Endocannabinoid regulation of brain cell firing

Brain cells (neurons) talk by sending electrochemical gestures to each other. Each neuron must heed to its partners to choose whether it will fire off its signal at any time. However, neurons don’t like to be overwhelmed. If they get overloaded by signals, it can be poisonous.

Endocannabinoid Regulation of Inflammation

Swelling is a natural protective response the immune system has in reaction to infection or physical harm. The purpose of inflammation is to remove germs or damaged tissue. The inflamed part creates fluid and immune cells move into the area. Their goal is to work and return things to normal conditions.

It’s critical that inflammation restricts the location of harm and doesn’t continue longer than needed, which can cause damage. Chronic inflammation and autoimmune diseases are instances of the immune system getting triggered improperly. When that happens, the inflammatory reaction lasts too long. This causes chronic inflammation or gets guided toward healthy cells, which is known as autoimmunity. 

What are Cannabinoid Receptors?

Cannabidiol (CBD), a non-intoxicating part of the cannabis plant, has created significant attention among scientists and physicians recently—but how CBD expels its therapeutic impact on a molecular level is under study. Cannabidiol is a pleiotropic drug in that it creates many effects through many molecular pathways. Scientific research has identified more than 65 molecular targets of CBD.

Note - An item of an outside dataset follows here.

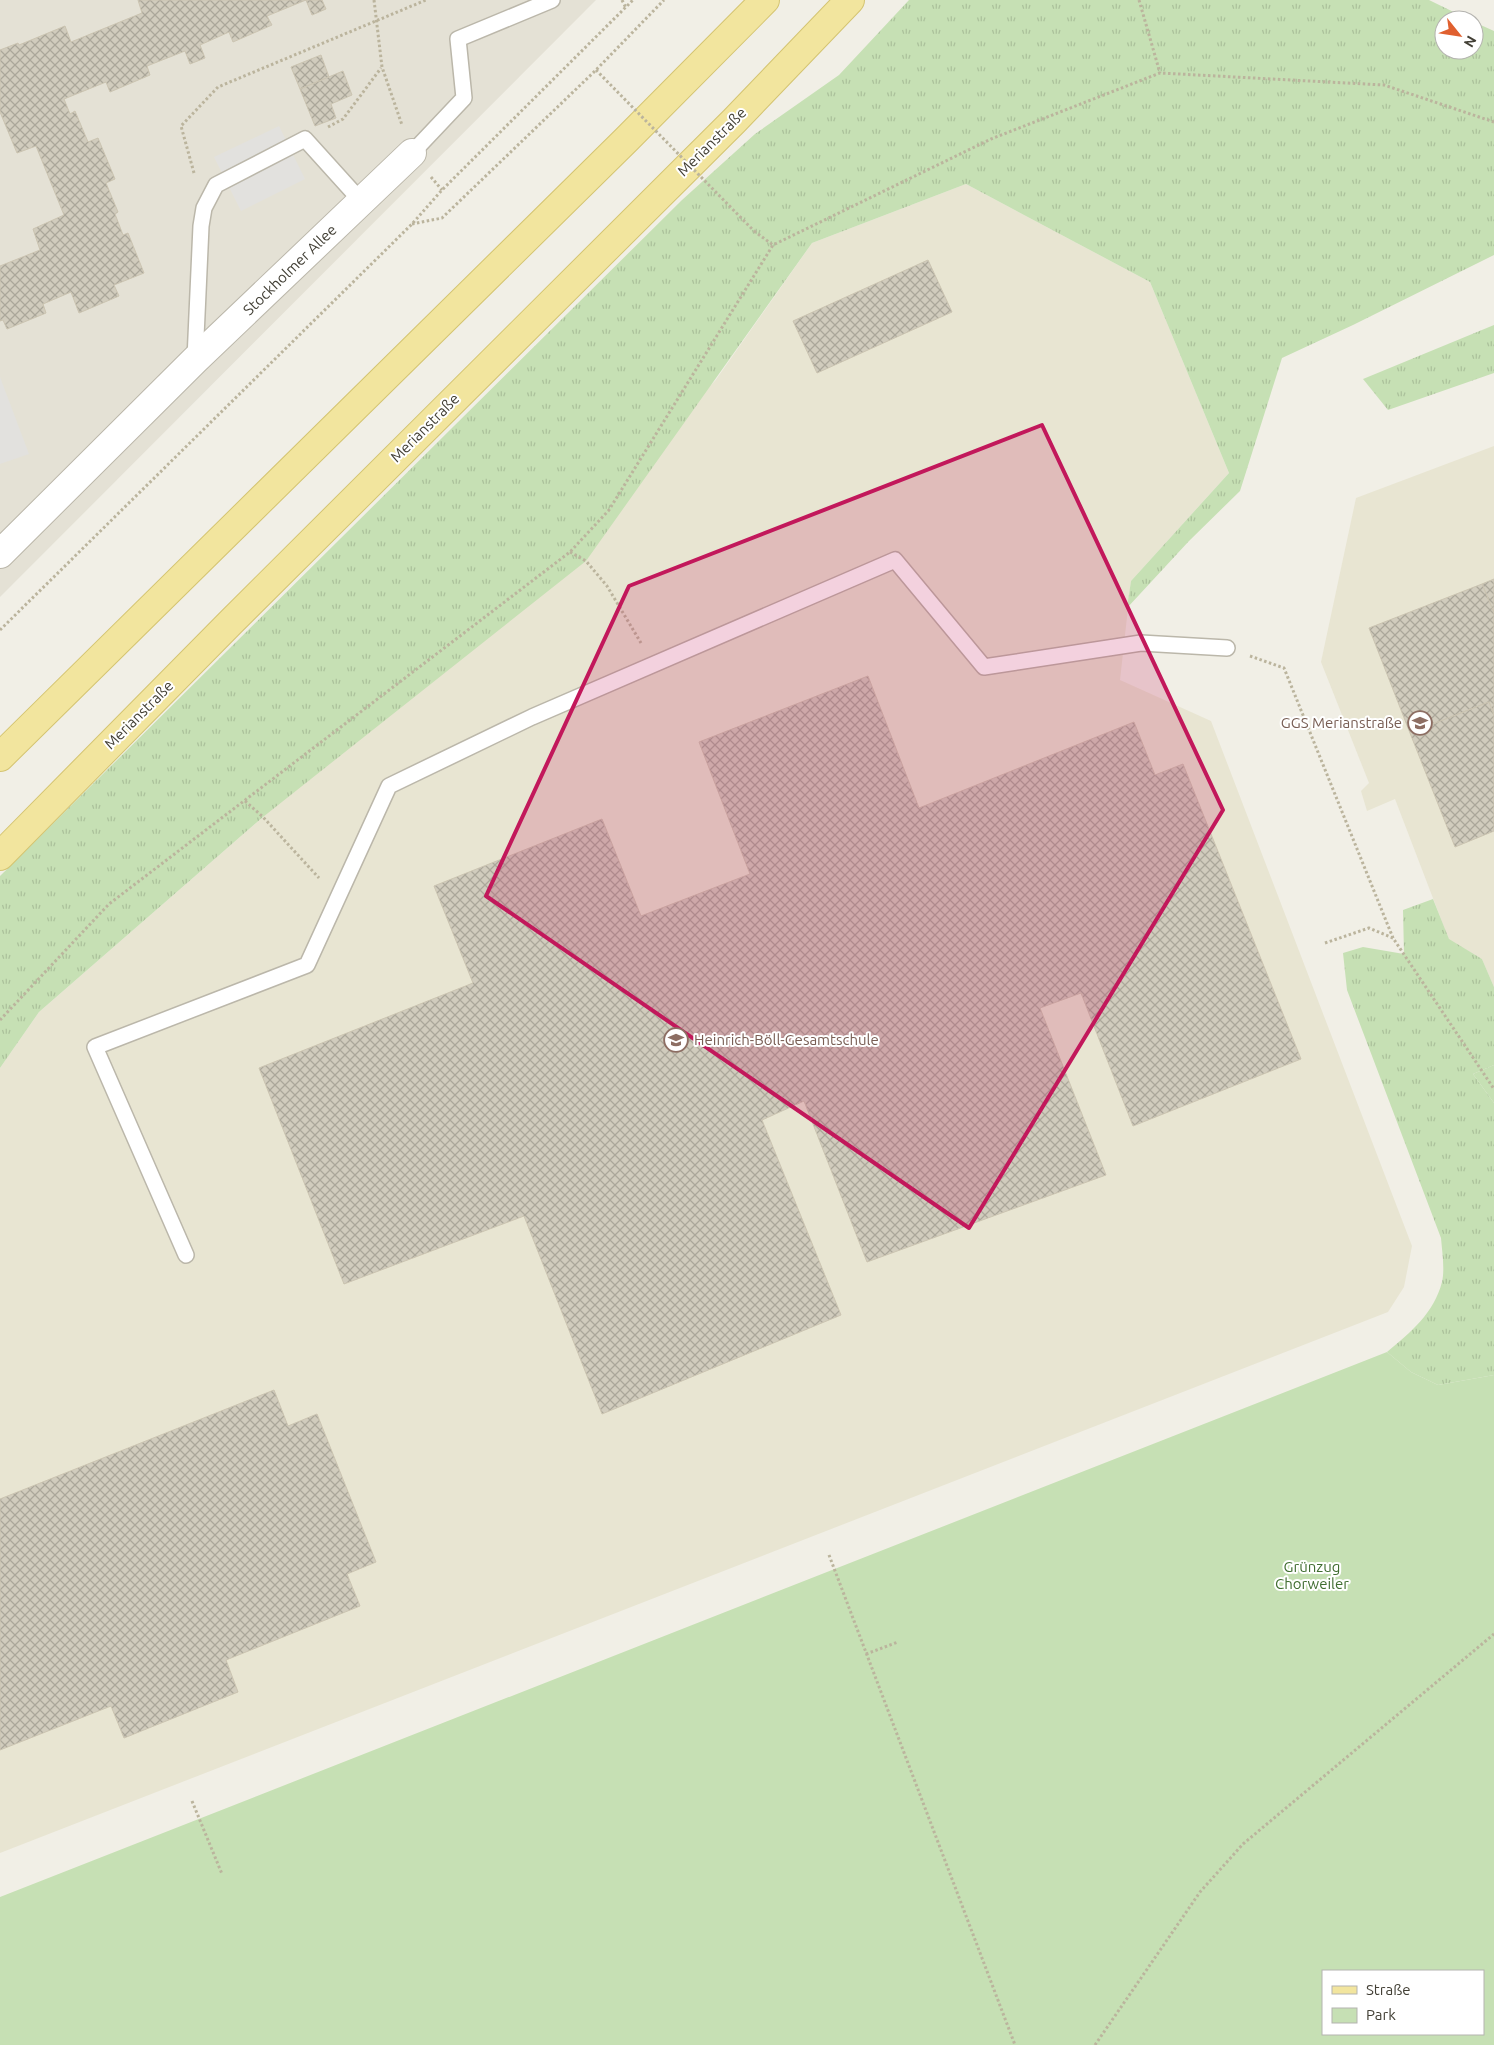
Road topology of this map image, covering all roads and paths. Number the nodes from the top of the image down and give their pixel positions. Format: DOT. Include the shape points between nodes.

Even though CBD has little binding affinity for both cannabinoid receptors (CB1 and CB2), cannabidiol modulates multiple non-cannabinoid receptors and ion channels. CBD also moves through various receptor-independent pathways by slowing the “reuptake” of endogenous neurotransmitters (such as anandamide and adenosine) and increasing or prohibiting the binding action of specific G-protein coupled receptors. Here are some of the ways that CBD presents its various therapeutic effects.

SEROTONIN RECEPTORS

CBD directly triggers the 5-HT1A (hydroxytryptamine) serotonin receptor at heavy concentrations, thereby creating an anti-anxiety effect. This G-coupled protein receptor is involved in a range of biological and neurological processes, including anxiety, addiction, appetite, sleep, pain perception, nausea, and vomiting.

5-HT1A is a part of the group of 5-HT receptors, which the neurotransmitter serotonin triggers. These receptors live in both the central and peripheral nervous systems. 5-HT receptors activate multiple intracellular cascades of chemical messages to create either an excitatory or inhibitory response, depending on the message’s chemical context.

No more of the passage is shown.